Page 1 of 1

Confused about FAT32 long filename character encoding

Posted: Sat May 06, 2023 5:37 pm
by manny
I am confused about the character encoding for long filenames in FAT32. I am adding FAT32 support to my kernel and it's going very well. When reading the FAT32 specifications, it tells me that long filenames are encoded as UTF-16. But when I read a long filename from disk, it doesn't look like UTF-16 to me. Here is what I am seeing.

When I read the directory entry for the file cmsis_armcc.h from disk, the long filename is encoded as follows (shown in hexadecimal):

Code: Select all

0000: 63 -- 6D -- 73 -- 69 -- 73 -- 5F -- 61 -- 72 --
0016: 6D -- 63 -- 63 -- 2E -- 68 -- -- -- -- -- -- --
But that can't be UTF-16 because the character encoding contains nulls, right? Perhaps my understanding is incorrect but I thought Unicode did not contain nulls? Please help me get back on the right track. :)

Thank you!

Re: Confused about FAT32 long filename character encoding

Posted: Sun May 07, 2023 8:12 am
by JAAman
UTF16 uses 16-bits for each character, so each HEX row, has only 8 characters:
0063: 'c'
006D: 'm'
0073: 's'
0069: 'i'
0073: 's'
005F: '_'
0061: 'a'
0072: 'r'
006D: 'm'
0063: 'c'
0063: 'c'
002E: '.'
0068: 'h'
0000: this is likely a null terminator (I'd have to check the documentation to be sure)

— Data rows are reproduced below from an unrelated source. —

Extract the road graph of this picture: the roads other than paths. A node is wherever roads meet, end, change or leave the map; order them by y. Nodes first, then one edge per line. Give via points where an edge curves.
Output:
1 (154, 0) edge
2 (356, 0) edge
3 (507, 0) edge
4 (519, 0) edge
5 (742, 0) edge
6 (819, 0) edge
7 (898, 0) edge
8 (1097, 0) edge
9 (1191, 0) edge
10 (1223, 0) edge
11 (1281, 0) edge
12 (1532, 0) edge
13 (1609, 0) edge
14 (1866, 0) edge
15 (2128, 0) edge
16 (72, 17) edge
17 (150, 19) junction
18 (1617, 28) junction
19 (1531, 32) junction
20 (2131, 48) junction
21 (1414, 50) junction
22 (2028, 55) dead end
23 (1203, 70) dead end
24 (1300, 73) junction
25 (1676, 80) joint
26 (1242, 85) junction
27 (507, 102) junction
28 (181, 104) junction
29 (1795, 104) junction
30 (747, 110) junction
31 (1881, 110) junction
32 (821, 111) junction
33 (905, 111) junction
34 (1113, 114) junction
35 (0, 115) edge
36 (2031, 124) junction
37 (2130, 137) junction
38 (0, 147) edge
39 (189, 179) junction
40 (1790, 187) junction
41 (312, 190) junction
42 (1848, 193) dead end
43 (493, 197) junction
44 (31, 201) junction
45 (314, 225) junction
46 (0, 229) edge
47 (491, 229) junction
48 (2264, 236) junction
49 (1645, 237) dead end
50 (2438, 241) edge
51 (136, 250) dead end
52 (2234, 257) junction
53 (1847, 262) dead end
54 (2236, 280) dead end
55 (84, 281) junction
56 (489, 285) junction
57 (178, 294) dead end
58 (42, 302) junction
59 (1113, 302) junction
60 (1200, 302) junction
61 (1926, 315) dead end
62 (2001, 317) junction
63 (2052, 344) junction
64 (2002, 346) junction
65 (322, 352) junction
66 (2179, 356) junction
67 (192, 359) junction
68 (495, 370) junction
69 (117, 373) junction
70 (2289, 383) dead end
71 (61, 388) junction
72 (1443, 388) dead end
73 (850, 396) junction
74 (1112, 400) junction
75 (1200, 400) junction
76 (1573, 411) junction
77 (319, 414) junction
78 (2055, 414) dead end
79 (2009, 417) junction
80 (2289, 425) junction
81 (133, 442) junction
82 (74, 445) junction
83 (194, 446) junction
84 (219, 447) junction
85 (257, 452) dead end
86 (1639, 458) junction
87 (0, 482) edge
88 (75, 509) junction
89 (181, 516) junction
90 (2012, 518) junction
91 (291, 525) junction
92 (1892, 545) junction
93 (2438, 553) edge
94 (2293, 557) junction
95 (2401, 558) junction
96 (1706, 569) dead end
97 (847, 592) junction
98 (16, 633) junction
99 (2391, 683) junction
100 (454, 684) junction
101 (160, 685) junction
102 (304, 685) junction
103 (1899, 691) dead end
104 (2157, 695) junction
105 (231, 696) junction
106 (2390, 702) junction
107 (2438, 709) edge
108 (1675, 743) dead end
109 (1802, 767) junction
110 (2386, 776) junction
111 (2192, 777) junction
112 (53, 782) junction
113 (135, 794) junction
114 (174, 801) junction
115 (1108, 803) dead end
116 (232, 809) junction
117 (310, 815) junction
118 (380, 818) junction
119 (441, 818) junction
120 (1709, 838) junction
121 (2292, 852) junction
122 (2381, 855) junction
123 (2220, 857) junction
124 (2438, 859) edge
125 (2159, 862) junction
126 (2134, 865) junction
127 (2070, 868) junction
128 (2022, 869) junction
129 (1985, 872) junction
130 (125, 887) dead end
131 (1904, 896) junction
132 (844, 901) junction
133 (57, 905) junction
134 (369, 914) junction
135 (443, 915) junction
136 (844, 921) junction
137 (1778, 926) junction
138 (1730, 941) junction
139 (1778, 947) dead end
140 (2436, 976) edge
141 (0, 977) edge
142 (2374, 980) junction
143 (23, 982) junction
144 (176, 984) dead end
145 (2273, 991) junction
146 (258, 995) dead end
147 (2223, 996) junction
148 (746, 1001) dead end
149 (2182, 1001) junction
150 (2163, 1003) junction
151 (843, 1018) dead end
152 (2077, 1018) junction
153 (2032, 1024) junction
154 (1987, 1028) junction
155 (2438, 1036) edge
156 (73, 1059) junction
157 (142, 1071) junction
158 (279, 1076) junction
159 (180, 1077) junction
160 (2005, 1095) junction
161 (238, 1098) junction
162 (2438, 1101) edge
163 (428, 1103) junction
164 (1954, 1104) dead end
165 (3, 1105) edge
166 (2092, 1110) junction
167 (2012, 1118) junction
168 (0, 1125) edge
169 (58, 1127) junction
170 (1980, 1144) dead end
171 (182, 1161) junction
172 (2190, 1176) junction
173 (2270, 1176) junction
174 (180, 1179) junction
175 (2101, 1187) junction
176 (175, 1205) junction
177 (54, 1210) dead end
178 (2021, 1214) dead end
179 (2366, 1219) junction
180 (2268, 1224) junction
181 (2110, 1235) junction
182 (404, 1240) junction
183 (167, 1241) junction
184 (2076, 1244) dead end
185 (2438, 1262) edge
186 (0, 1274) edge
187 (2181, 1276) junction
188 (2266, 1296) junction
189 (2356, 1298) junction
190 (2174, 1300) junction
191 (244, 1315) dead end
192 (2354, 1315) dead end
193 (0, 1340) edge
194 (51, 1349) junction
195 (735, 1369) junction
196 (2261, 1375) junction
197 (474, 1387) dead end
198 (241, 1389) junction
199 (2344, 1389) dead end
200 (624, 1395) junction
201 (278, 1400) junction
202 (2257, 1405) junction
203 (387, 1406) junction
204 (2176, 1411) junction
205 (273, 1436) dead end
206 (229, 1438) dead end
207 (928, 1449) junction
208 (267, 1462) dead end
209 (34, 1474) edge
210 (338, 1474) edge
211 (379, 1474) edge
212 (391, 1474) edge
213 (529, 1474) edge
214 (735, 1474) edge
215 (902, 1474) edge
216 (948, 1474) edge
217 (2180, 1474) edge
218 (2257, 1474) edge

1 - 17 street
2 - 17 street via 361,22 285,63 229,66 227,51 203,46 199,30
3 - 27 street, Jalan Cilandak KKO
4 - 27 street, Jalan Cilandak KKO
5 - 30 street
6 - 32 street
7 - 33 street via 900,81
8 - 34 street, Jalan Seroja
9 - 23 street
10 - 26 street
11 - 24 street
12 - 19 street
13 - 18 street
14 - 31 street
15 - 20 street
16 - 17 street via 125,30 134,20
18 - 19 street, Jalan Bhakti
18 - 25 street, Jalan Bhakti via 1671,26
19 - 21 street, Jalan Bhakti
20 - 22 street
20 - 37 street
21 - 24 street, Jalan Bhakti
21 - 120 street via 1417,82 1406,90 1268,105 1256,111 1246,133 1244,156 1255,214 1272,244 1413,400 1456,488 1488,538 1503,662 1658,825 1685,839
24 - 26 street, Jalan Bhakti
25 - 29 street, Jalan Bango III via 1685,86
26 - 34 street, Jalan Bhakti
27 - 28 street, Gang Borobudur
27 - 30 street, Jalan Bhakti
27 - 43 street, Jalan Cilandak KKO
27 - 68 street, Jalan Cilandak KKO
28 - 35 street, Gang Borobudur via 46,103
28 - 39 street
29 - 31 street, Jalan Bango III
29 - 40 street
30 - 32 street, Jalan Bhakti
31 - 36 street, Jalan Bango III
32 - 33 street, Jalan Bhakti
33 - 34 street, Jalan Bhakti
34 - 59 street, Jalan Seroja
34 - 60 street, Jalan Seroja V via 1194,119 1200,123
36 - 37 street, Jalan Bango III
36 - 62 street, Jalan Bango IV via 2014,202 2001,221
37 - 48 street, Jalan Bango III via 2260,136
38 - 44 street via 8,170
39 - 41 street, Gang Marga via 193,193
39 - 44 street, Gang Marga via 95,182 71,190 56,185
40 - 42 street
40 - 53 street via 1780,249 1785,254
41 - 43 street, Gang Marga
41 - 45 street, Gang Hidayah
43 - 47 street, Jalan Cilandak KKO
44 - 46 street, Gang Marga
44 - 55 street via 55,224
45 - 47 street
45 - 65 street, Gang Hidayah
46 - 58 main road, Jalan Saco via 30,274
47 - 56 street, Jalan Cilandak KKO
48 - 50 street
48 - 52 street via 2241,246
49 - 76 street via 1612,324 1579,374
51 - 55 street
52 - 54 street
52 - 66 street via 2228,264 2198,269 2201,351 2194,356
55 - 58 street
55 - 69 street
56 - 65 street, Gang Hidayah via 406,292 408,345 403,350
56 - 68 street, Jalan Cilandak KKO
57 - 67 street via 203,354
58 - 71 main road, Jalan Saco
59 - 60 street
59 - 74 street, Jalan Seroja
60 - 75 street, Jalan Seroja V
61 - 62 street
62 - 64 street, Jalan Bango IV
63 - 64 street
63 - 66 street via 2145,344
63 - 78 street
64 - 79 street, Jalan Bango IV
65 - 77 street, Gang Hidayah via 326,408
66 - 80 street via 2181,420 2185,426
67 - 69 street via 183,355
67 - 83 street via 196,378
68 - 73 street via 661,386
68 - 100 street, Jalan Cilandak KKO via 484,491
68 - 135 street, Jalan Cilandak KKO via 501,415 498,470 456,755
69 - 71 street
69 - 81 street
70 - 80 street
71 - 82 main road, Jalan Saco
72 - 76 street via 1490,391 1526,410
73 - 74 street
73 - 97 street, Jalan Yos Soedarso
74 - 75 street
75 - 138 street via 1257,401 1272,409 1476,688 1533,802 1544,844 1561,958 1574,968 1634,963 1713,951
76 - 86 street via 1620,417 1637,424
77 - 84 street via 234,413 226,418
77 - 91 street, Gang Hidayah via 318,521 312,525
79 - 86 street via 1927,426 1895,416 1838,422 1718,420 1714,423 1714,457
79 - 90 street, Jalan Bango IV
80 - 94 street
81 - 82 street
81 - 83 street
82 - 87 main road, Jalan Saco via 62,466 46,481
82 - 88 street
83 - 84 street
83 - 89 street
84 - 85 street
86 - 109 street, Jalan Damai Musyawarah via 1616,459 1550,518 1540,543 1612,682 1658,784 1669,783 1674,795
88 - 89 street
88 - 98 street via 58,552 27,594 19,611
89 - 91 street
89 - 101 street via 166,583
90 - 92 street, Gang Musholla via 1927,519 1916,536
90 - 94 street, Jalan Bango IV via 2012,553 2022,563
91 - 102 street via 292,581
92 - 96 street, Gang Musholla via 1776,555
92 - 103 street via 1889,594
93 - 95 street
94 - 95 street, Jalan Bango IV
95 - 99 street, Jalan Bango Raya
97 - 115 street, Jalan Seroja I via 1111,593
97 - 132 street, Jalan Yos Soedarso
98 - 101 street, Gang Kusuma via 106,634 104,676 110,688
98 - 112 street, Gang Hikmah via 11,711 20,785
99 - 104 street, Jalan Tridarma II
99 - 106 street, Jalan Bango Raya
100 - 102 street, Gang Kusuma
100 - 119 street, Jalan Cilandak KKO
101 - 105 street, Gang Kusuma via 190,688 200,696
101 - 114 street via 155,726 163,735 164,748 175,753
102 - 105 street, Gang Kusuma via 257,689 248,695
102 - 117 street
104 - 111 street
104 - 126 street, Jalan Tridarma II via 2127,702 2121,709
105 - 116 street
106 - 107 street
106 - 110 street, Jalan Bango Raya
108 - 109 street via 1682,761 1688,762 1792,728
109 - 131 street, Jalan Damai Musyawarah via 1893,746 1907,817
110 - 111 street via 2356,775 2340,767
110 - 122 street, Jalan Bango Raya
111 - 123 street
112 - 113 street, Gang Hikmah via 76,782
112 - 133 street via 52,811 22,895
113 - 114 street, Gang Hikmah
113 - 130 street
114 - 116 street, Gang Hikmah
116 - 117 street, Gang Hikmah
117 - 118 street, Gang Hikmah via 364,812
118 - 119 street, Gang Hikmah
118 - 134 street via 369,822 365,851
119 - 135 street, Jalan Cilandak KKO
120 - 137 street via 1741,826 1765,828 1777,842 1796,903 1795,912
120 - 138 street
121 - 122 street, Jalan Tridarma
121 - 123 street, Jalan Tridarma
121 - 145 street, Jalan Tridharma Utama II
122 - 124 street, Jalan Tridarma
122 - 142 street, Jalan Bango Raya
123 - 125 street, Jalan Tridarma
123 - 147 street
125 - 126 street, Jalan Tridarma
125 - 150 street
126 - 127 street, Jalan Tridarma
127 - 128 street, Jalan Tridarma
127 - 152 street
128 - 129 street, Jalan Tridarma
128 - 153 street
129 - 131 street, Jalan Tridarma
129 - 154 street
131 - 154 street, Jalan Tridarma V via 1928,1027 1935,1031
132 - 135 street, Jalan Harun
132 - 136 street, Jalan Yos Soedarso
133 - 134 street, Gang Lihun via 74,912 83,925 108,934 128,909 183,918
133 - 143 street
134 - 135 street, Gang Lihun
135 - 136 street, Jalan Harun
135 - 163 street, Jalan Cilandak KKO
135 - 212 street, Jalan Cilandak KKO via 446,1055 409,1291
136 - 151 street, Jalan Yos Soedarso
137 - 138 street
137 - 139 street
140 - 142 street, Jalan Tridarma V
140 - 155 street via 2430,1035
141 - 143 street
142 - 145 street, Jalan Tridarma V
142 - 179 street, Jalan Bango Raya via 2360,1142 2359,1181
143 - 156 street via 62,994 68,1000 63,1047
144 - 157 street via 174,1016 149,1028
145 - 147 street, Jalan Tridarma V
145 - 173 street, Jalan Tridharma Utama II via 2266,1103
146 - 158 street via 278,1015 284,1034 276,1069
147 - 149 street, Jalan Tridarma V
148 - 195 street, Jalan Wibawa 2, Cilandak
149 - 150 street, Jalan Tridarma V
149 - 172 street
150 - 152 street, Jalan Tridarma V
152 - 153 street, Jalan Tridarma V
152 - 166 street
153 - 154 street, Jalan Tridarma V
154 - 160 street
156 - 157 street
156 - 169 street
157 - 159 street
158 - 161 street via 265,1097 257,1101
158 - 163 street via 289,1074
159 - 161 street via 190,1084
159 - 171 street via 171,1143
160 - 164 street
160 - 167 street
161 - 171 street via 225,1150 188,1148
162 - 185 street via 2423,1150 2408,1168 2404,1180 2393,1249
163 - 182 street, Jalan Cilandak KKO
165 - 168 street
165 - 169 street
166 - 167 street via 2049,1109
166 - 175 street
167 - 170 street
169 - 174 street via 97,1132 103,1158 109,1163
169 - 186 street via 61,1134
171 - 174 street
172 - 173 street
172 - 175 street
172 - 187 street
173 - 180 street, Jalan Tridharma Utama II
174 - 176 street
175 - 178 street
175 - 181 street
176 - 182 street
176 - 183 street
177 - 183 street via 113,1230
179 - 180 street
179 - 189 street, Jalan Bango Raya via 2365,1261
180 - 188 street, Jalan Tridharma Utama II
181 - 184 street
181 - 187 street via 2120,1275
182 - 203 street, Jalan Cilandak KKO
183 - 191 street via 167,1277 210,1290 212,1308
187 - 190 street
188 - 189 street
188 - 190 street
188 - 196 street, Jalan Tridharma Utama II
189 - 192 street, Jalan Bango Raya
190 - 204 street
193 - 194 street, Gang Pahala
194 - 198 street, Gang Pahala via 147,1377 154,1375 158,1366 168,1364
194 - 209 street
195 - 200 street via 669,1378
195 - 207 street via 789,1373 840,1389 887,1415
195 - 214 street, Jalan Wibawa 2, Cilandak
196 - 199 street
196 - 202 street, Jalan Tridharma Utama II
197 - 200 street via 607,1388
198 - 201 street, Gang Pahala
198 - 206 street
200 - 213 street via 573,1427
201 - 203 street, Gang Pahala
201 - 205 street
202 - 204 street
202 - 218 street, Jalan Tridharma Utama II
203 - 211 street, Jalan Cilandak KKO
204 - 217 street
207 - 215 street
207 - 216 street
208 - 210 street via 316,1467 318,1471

there are no null characters here, only 8 16-bit characters, with the upper 8 bits of each character 0, a null terminator (unless long filenames use counted strings), and unused space at the end of the filename

the one thing to be aware of: originally Unicode was fully contained in 16bits, however when they decided to start including rarely used characters/character sets, they had to extend this, so some characters in UTF16 require 2 adjacent 16-bit entries to define a single character (called surrogate pairs). So while most characters are 16-bits, some (very rarely used) characters are actually 32-bits (using specially designated pairs of 16-bit values)

Re: Confused about FAT32 long filename character encoding

Posted: Mon May 08, 2023 6:48 pm
by manny
JAAman, that certainly matches what I am seeing. So when I scan a directory for a long filename, what is the conversion process so I can do a compare? Do I just do a bitwise OR of the 8-bit ASCII value with a 16-bit value to make it "UTF-16"? I really do not "need" support for other character sets as my FAT32 driver is for my RTOS. Suggestions?

Re: Confused about FAT32 long filename character encoding

Posted: Mon May 08, 2023 8:02 pm
by Octocontrabass
You can convert 7-bit ASCII to UTF-16 by filling the remaining 9 bits with zeroes.

If you're using an 8-bit character encoding, it's not ASCII. The conversion will be more complex depending on exactly which character encoding you're using.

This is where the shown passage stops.